I use the non-validating read for displaying or processing un-trusted XML documents where I do not need support for internal entities but I do want to be able to process then even if a DOCTYPE is shown.
With the disallow DOCTYPE-decl feature of SAX I can make sure parsing a XML document has no risk of external entities or billion laughter DOS expansions.

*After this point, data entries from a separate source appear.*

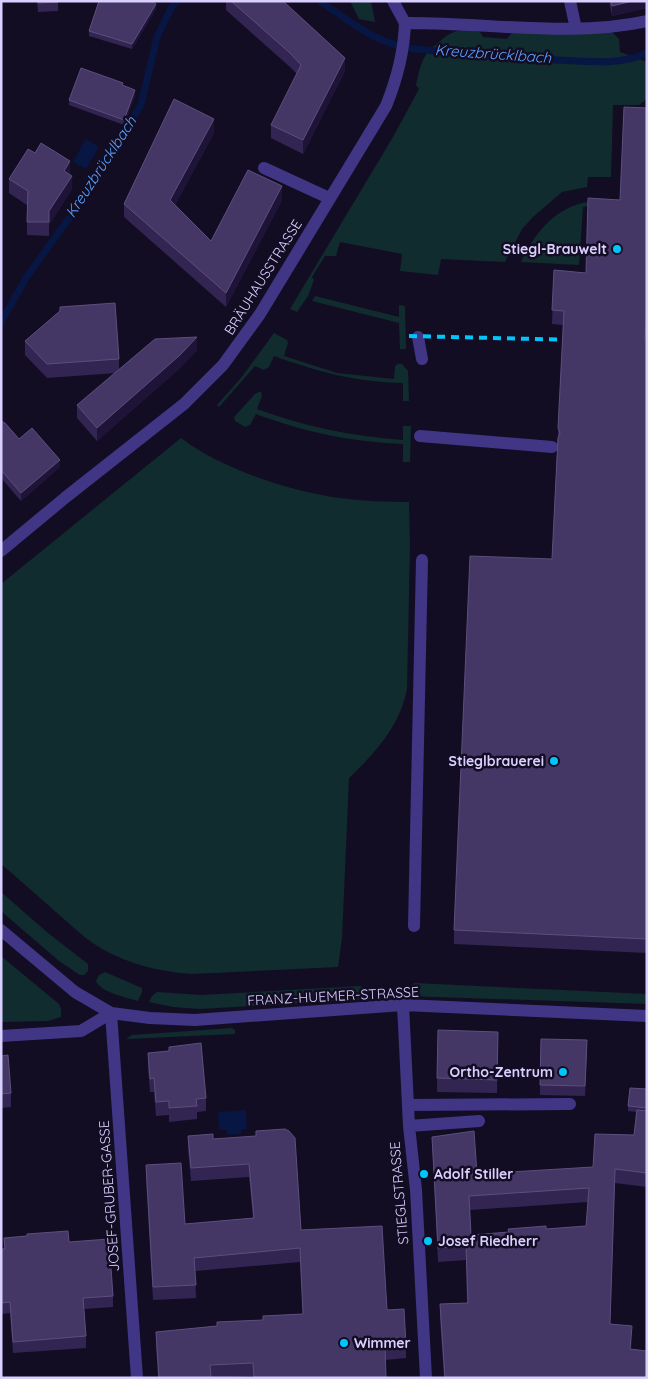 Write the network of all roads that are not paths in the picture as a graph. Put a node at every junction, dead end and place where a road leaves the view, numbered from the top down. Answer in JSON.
{"nodes":[{"id":1,"x":392,"y":1,"type":"edge"},
{"id":2,"x":570,"y":1,"type":"edge"},
{"id":3,"x":647,"y":21,"type":"edge"},
{"id":4,"x":405,"y":28,"type":"junction"},
{"id":5,"x":576,"y":29,"type":"junction"},
{"id":6,"x":264,"y":168,"type":"dead end"},
{"id":7,"x":329,"y":198,"type":"junction"},
{"id":8,"x":418,"y":337,"type":"dead end"},
{"id":9,"x":422,"y":358,"type":"dead end"},
{"id":10,"x":420,"y":436,"type":"dead end"},
{"id":11,"x":552,"y":446,"type":"dead end"},
{"id":12,"x":1,"y":551,"type":"edge"},
{"id":13,"x":422,"y":560,"type":"dead end"},
{"id":14,"x":414,"y":926,"type":"dead end"},
{"id":15,"x":1,"y":930,"type":"edge"},
{"id":16,"x":402,"y":1005,"type":"junction"},
{"id":17,"x":111,"y":1013,"type":"junction"},
{"id":18,"x":647,"y":1016,"type":"edge"},
{"id":19,"x":1,"y":1036,"type":"edge"},
{"id":20,"x":570,"y":1104,"type":"dead end"},
{"id":21,"x":408,"y":1105,"type":"junction"},
{"id":22,"x":480,"y":1122,"type":"dead end"},
{"id":23,"x":408,"y":1126,"type":"junction"},
{"id":24,"x":137,"y":1378,"type":"edge"},
{"id":25,"x":426,"y":1378,"type":"edge"}],
"edges":[{"from":1,"to":4,"type":"street"},
{"from":2,"to":5,"type":"street"},
{"from":3,"to":5,"type":"street"},
{"from":4,"to":5,"type":"street"},
{"from":4,"to":7,"type":"street","name":"BRÄUHAUSSTRASSE"},
{"from":6,"to":7,"type":"street"},
{"from":7,"to":12,"type":"street","name":"BRÄUHAUSSTRASSE"},
{"from":8,"to":9,"type":"street"},
{"from":10,"to":11,"type":"street"},
{"from":13,"to":14,"type":"street"},
{"from":15,"to":17,"type":"street","name":"FRANZ-HUEMER-STRASSE"},
{"from":16,"to":17,"type":"street","name":"FRANZ-HUEMER-STRASSE"},
{"from":16,"to":18,"type":"street","name":"FRANZ-HUEMER-STRASSE"},
{"from":16,"to":21,"type":"street","name":"STIEGLSTRASSE"},
{"from":17,"to":19,"type":"street"},
{"from":17,"to":24,"type":"street","name":"JOSEF-GRUBER-GASSE"},
{"from":20,"to":21,"type":"street"},
{"from":21,"to":23,"type":"street","name":"STIEGLSTRASSE"},
{"from":22,"to":23,"type":"street"},
{"from":23,"to":25,"type":"street","name":"STIEGLSTRASSE"}]} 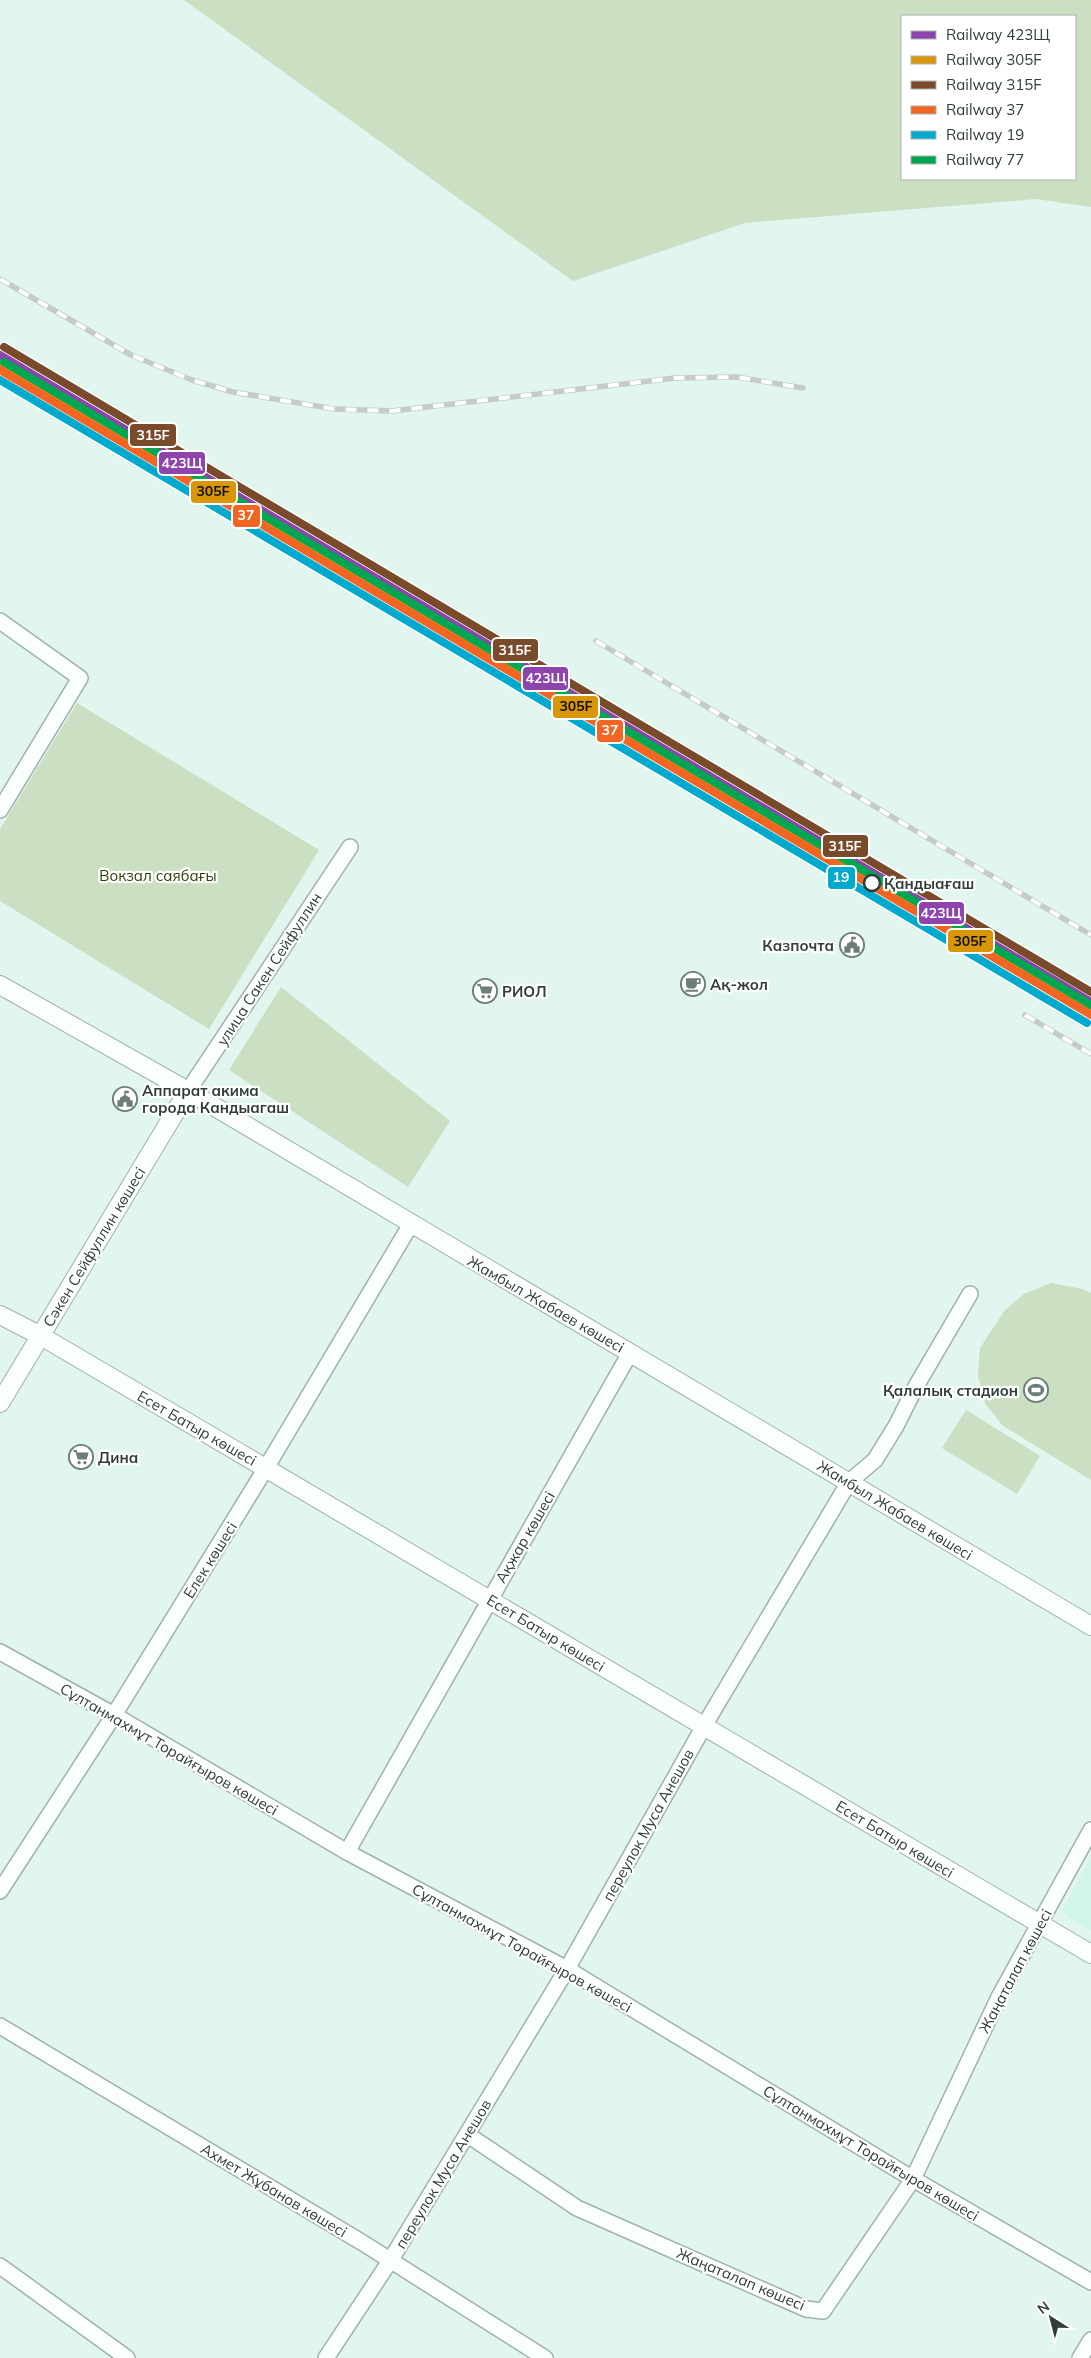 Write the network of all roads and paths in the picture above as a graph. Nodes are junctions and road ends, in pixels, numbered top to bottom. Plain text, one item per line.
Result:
1 (0, 621) edge
2 (0, 810) edge
3 (350, 847) dead end
4 (0, 985) edge
5 (188, 1091) junction
6 (412, 1224) junction
7 (970, 1294) dead end
8 (0, 1314) edge
9 (41, 1336) junction
10 (630, 1353) junction
11 (0, 1403) edge
12 (266, 1468) junction
13 (849, 1482) junction
14 (489, 1600) junction
15 (1091, 1626) edge
16 (0, 1652) edge
17 (114, 1716) junction
18 (704, 1726) junction
19 (1091, 1830) edge
20 (347, 1852) junction
21 (0, 1891) edge
22 (1040, 1924) junction
23 (1091, 1954) edge
24 (567, 1969) junction
25 (0, 2026) edge
26 (468, 2134) junction
27 (913, 2179) junction
28 (390, 2261) junction
29 (0, 2266) edge
30 (1091, 2282) edge
31 (1091, 2340) edge
32 (127, 2358) edge
33 (326, 2358) edge
34 (545, 2358) edge
35 (1080, 2358) edge

1 - 2 street
3 - 5 street, улица Сакен Сейфуллин
4 - 5 street, Жамбыл Жабаев көшесі
5 - 6 street, Жамбыл Жабаев көшесі
5 - 9 street, Сәкен Сейфуллин көшесі
6 - 10 street, Жамбыл Жабаев көшесі
6 - 12 street, Елек көшесі
7 - 13 street, переулок Муса Анешов
8 - 9 street, Есет Батыр көшесі
9 - 11 street, Сәкен Сейфуллин көшесі
9 - 12 street, Есет Батыр көшесі
10 - 13 street, Жамбыл Жабаев көшесі
10 - 14 street, Ақжар көшесі
12 - 14 street, Есет Батыр көшесі
12 - 17 street, Елек көшесі
13 - 15 street, Жамбыл Жабаев көшесі
13 - 18 street, переулок Муса Анешов
14 - 18 street, Есет Батыр көшесі
14 - 20 street, Ақжар көшесі
16 - 17 street, Сұлтанмахмұт Торайғыров көшесі
17 - 20 street, Сұлтанмахмұт Торайғыров көшесі
17 - 21 street, Елек көшесі
18 - 22 street, Есет Батыр көшесі
18 - 24 street, переулок Муса Анешов
19 - 22 street, Жаңаталап көшесі
20 - 24 street, Сұлтанмахмұт Торайғыров көшесі
22 - 23 street, Есет Батыр көшесі
22 - 27 street, Жаңаталап көшесі
24 - 26 street, переулок Муса Анешов
24 - 27 street, Сұлтанмахмұт Торайғыров көшесі
25 - 28 street, Ахмет Жұбанов көшесі
26 - 27 street, Жаңаталап көшесі
26 - 28 street, переулок Муса Анешов
27 - 30 street, Сұлтанмахмұт Торайғыров көшесі
28 - 33 street, переулок Муса Анешов
28 - 34 street, Ахмет Жұбанов көшесі
29 - 32 street
31 - 35 street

This is also recommended by the OWASP XXE prevention cheat-sheet.
XMLReader reader = XMLReaderFactory.createXMLReader();
reader.setFeature("http://apache.org/xml/features/continue-after-fatal-error", true);
reader.setFeature("http://apache.org/xml/features/disallow-doctype-decl", true);
// or
reader.setFeature("http://xml.org/sax/features/external-parameter-entities", false);
reader.setFeature("http://xml.org/sax/features/external-general-entities", false);
reader.setFeature("http://apache.org/xml/features/nonvalidating/load-external-dtd", false);
However unfortunately this aborts the parsing when a DOCTYPE is given:
org.xml.sax.SAXParseException; systemId: file:... ; lineNumber: 2; columnNumber: 10;
DOCTYPE is disallowed when the
feature "http://apache.org/xml/features/disallow-doctype-decl" set to true.
And if I ignore this fatal error, then it will happily resolve internal entities, as you can see here: https://gist.github.com/ecki/f84d53a58c48b13425a270439d4ed84a
I wonder, is there a combination of features so I can read over but not evaluate the doctype declaration (especially avoiding recursive expansion).
I am looking to avoid defining my own Apache specific security-manager property or a special resolver.